Paray-le-Monial

Dimanche 23 février 2025

 Homélie de Mgr Laurent Camiade :

Qui peut aimer ses ennemis ?

Qui peut tendre l’autre joue ou donner tout ce qu’il possède au brigand qui vient le dépouiller ?

Bien sûr : c’est Dieu. Dieu seul le peut. C’est Jésus-Christ qui appelle Judas « mon ami » quand il le trahit par un baiser. C’est Jésus qui sur la croix dit de ses bourreaux à son Père « pardonne-leur, ils ne savent pas ce qu’ils font ».

A sainte Marguerite-Marie, Jésus a confié sa peine de n’être pas aimé par ceux qu’il aime, par ceux pour qui il a laissé couler de son cœur ouvert des fleuves d’eau vive. Mais si son amour trahi lui est douloureux, il n’en aime pas moins les pécheurs… que nous sommes.

Avec l’Évangile de ce dimanche, Jésus nous montre les moyens qui nous sont donnés pour éprouver ce qu’il éprouve, pour entrer dans les sentiments de son cœur. Et ces moyens sont à la fois simples et sublimes — héroïques :

  • aimer nos ennemis
  • faire du bien à ceux qui nous haïssent
  • souhaiter du bien à ceux qui nous maudissent
  • prier pour ceux qui nous calomnient
  • présenter l’autre joue
  • ne pas refuser sa tunique — donner sa chemise, en termes modernes
  • ne pas réclamer son dû.

Ces sept conseils, nous ne pourrons peut-être pas toujours les suivre !

Pourtant, si nous voulons aimer à la manière de Jésus et éprouver ses sentiments, il faudra bien en essayer quelques-uns. Quitte à passer pour des naïfs ou des imbéciles. Mais c’est le risque que Dieu, le premier, a pris avec nous. Son amour s’est abaissé. Il s’est abaissé librement. Au risque de n’être plus pris au sérieux. Mais Dieu n’a nullement besoin de prouver sa Toute-Puissance. Il a voulu surtout révéler son Amour, pour nous le communiquer.

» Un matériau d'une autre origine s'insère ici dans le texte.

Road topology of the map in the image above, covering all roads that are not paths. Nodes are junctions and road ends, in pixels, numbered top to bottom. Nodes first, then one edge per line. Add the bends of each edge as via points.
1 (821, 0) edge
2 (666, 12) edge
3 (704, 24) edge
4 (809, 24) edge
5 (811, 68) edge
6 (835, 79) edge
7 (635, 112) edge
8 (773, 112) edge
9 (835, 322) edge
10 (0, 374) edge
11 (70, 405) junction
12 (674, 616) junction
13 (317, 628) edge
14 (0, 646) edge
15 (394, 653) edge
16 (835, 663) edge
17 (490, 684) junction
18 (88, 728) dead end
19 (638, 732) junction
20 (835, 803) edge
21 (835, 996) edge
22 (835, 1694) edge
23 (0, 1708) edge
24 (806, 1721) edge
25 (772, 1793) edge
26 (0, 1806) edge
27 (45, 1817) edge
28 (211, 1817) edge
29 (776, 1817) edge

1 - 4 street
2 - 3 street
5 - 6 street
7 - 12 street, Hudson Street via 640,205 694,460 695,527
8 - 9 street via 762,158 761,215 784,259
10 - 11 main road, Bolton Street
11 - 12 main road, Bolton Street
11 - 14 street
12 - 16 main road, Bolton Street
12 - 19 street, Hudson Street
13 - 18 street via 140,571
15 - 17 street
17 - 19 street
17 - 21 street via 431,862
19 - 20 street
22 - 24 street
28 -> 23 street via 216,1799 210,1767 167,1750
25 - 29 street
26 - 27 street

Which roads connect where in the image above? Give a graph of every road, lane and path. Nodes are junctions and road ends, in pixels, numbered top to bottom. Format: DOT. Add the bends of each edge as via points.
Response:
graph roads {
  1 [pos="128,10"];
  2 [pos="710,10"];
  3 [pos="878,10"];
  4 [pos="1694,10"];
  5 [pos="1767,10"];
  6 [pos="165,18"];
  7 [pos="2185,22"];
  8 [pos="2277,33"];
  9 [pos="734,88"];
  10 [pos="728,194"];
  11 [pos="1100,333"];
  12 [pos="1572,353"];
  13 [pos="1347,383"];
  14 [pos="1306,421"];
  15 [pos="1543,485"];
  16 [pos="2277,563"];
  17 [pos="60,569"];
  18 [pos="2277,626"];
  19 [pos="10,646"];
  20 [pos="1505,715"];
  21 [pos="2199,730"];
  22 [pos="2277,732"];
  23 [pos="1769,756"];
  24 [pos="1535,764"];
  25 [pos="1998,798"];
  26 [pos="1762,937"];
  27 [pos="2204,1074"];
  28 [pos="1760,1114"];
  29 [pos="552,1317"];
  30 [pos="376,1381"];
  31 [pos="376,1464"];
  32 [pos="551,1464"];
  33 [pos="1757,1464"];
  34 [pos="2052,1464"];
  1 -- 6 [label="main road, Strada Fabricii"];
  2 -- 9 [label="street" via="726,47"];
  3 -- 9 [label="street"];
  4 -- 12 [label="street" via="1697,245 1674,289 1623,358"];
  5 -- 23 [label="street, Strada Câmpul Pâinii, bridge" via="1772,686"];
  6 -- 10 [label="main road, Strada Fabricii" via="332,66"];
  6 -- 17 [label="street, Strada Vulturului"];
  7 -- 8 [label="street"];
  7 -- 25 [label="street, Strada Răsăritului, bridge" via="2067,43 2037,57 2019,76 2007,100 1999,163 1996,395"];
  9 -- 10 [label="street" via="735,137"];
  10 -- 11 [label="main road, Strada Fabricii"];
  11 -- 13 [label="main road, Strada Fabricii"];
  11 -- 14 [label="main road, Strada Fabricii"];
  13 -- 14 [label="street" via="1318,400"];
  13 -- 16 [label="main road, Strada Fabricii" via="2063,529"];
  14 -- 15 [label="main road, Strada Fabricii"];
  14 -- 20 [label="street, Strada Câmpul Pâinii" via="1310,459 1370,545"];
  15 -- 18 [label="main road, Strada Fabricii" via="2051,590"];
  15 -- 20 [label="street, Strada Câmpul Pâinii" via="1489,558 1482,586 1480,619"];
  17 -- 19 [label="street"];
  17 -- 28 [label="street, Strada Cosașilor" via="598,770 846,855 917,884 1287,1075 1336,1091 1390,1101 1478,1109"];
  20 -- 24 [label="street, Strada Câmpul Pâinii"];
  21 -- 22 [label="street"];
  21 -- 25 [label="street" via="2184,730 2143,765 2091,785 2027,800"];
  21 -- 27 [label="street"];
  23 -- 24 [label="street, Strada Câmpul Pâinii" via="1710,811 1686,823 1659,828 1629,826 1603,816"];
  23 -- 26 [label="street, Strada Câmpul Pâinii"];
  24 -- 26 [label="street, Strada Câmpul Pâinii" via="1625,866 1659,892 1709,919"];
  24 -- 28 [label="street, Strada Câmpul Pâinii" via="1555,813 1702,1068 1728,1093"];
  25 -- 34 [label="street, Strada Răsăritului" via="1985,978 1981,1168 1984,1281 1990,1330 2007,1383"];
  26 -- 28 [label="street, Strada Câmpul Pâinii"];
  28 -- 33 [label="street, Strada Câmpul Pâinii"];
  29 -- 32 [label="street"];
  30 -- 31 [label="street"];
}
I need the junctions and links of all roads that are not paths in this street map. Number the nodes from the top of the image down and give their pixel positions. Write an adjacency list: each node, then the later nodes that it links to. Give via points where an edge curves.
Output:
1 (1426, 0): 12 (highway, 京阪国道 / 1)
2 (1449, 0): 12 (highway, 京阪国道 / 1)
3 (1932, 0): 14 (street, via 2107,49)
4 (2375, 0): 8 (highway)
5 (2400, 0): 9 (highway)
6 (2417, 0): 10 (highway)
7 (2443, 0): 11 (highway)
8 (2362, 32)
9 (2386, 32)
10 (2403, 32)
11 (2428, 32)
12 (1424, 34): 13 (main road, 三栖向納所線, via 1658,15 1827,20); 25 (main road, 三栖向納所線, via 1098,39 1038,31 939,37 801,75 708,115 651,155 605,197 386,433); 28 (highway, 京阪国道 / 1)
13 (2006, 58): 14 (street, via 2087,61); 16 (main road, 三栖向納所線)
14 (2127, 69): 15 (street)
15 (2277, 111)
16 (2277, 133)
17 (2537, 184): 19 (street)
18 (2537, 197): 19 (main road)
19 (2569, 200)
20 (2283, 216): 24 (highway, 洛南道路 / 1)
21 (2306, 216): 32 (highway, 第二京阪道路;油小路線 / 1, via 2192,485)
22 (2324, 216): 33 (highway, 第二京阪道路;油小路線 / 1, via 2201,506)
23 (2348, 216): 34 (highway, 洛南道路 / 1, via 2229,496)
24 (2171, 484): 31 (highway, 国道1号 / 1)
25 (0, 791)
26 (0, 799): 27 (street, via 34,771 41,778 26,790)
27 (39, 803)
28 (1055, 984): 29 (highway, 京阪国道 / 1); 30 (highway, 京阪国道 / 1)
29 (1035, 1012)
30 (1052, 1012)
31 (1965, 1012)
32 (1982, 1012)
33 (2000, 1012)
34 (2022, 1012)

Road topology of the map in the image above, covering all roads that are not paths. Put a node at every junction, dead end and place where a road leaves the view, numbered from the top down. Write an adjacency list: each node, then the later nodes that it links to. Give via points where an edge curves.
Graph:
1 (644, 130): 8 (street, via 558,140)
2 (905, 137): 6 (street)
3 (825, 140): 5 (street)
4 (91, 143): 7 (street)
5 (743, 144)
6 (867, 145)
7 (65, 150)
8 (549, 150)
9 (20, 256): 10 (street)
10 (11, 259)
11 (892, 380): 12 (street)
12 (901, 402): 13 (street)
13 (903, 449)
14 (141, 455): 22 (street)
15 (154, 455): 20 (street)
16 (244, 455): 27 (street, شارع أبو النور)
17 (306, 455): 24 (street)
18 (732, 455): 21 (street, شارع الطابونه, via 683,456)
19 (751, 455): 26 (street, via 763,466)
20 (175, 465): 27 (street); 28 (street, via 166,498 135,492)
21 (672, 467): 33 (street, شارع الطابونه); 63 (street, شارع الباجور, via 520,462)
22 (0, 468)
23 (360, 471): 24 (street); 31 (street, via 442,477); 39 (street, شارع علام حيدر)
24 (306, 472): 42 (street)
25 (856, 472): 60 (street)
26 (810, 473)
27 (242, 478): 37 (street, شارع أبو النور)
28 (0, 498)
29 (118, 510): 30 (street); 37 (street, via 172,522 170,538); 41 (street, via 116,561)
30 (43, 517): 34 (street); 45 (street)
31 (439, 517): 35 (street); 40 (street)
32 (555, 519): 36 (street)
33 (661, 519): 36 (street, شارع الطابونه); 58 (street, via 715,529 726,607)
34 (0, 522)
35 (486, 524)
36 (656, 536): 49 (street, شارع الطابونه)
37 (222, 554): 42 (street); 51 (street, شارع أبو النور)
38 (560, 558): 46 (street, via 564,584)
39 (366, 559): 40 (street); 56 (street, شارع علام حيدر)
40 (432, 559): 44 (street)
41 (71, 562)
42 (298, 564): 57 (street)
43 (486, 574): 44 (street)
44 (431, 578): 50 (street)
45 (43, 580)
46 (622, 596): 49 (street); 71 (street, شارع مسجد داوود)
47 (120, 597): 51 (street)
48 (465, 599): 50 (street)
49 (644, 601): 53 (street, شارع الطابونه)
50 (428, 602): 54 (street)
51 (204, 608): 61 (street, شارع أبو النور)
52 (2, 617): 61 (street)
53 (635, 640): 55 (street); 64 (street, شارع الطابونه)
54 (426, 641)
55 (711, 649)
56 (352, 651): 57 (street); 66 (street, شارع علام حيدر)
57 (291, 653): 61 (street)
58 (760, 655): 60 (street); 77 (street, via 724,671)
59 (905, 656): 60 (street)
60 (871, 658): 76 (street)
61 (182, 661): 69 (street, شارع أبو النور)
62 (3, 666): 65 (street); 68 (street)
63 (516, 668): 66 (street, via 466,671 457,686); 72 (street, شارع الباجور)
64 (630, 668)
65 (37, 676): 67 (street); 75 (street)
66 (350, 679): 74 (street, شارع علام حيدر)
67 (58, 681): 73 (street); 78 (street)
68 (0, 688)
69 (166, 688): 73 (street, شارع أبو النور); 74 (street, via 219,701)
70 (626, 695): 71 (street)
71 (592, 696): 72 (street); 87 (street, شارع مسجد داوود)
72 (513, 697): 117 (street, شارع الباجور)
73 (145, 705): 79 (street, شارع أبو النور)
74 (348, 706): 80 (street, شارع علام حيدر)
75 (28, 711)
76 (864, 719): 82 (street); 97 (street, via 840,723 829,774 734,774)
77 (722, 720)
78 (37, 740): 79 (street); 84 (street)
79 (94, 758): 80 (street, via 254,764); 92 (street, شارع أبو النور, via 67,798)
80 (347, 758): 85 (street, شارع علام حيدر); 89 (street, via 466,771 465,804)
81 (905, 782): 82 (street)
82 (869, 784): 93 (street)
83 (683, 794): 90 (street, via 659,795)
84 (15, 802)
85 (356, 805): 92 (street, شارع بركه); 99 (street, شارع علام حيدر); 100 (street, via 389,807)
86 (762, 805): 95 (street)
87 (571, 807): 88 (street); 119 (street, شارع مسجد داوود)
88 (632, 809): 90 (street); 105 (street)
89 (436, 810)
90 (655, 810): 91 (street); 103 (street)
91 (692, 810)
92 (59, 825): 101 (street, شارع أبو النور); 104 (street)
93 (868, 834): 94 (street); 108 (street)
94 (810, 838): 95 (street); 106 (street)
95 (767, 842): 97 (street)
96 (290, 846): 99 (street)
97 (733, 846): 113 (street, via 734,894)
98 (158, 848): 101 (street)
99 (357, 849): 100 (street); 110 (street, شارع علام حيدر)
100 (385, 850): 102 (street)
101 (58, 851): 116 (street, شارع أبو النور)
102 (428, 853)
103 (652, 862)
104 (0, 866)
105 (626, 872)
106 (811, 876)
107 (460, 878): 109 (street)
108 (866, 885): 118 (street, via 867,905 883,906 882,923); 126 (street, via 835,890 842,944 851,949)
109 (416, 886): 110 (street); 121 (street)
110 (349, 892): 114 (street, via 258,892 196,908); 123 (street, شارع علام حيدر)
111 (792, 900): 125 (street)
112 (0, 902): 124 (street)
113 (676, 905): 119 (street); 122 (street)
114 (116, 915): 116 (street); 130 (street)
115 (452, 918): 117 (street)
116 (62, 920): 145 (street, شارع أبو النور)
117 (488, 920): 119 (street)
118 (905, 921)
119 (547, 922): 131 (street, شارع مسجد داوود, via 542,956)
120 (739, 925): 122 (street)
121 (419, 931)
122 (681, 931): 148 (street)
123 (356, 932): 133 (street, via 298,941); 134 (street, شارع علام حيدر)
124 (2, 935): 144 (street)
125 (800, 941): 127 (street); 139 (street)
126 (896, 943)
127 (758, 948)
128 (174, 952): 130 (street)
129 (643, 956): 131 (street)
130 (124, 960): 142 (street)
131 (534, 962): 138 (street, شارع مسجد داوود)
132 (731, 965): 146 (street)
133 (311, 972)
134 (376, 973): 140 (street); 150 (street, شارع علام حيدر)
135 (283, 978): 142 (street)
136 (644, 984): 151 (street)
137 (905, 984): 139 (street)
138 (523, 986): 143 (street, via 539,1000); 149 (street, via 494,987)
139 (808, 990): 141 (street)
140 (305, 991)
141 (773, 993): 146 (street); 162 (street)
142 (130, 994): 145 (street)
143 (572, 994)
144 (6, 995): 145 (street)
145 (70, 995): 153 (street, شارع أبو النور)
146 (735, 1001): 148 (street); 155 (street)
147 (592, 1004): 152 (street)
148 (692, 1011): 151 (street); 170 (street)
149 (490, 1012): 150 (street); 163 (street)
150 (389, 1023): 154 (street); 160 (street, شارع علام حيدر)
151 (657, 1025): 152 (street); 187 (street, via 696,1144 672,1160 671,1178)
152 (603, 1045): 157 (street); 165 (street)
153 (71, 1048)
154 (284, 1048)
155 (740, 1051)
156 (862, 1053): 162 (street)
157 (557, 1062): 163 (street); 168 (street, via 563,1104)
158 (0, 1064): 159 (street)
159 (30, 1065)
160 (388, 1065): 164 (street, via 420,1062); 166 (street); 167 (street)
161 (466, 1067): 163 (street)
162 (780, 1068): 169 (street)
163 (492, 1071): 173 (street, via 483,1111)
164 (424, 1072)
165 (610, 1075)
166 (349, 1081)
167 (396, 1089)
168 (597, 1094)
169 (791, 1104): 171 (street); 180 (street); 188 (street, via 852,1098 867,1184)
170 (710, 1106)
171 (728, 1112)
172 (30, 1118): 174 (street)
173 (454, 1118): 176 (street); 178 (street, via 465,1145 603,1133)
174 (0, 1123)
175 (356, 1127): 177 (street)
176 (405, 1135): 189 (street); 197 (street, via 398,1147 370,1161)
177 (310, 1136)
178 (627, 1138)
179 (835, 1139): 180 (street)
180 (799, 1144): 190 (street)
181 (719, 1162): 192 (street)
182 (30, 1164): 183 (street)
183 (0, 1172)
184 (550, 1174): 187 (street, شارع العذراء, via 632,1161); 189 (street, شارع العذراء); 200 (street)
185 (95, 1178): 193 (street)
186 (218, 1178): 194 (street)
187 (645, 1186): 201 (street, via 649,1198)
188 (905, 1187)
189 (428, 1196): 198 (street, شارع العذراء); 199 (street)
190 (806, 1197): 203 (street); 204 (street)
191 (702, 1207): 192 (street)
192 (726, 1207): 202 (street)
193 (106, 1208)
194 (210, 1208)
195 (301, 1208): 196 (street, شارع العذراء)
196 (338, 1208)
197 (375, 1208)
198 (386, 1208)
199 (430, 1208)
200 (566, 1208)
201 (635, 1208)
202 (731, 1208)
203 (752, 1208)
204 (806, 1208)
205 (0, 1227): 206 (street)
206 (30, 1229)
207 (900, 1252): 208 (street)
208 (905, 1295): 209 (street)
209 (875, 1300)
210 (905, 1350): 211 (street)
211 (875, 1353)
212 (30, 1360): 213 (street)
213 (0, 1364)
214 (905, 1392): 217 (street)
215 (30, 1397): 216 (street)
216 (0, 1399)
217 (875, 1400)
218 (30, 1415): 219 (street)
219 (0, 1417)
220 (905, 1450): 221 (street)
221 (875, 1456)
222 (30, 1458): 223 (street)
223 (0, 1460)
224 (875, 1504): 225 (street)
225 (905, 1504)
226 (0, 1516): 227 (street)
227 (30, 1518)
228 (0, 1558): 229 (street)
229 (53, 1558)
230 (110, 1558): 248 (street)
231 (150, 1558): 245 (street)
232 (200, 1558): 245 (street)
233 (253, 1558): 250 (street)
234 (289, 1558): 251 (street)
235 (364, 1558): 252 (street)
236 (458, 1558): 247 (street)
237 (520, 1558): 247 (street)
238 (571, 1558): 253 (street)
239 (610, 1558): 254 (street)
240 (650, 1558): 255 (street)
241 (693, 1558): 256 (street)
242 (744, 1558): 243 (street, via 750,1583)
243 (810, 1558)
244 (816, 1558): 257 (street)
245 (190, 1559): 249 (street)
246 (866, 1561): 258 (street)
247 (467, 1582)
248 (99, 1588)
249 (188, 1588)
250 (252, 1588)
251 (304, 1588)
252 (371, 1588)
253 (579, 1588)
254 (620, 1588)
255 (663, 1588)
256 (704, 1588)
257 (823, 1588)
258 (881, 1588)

La vraie raison de tout cela, de ces sept conseils simples et héroïques donnés par Jésus, ce n’est donc pas une question de morale ni de justice. L’amour des ennemis est sur un tout autre plan que la question de la justice.

La vraie raison est en Dieu, le Père miséricordieux, le Père qui a le cœur sensible à notre misère humaine. « Soyez miséricordieux comme votre Père est miséricordieux ». C’est la phrase centrale de cette page d’Évangile, de ce discours de Jésus. Pendant le jubilé de la miséricorde, nous avons tant de fois chanté ces paroles « misericordes sicut Pater ». Cela doit rester au centre de notre foi, gravé dans nos cœurs.

Ensuite, après avoir délivré ce message central : « soyez miséricordieux comme votre Père est miséricordieux », Jésus nous promet la récompense si nous commençons à aimer comme Lui : « pardonnez, vous serez pardonnés ; donnez, on vous donnera » etc.

En ce jubilé de l’espérance, rappelons-nous les promesses de Dieu : la vie d’amour sans fin pour laquelle il nous a créés et en vue de laquelle il nous a rachetés. Nous espérons la venue du Royaume de Dieu, la civilisation de l’amour et de la Paix. Or ce Royaume est déjà là, en espérance. Nous en goûtons les signes quand déjà des ennemis se réconcilient, quand certains aiment et font du bien à ceux qui les persécutent. L’espérance n’est pas le simple espoir de quelque chose qui n’est pas encore donné. Espérer quelque chose que nous n’avons pas, c’est ce qu’on appelle l’espoir. Or, l’espérance, c’est plutôt l’expérience de vivre déjà de ce qui nous est promis.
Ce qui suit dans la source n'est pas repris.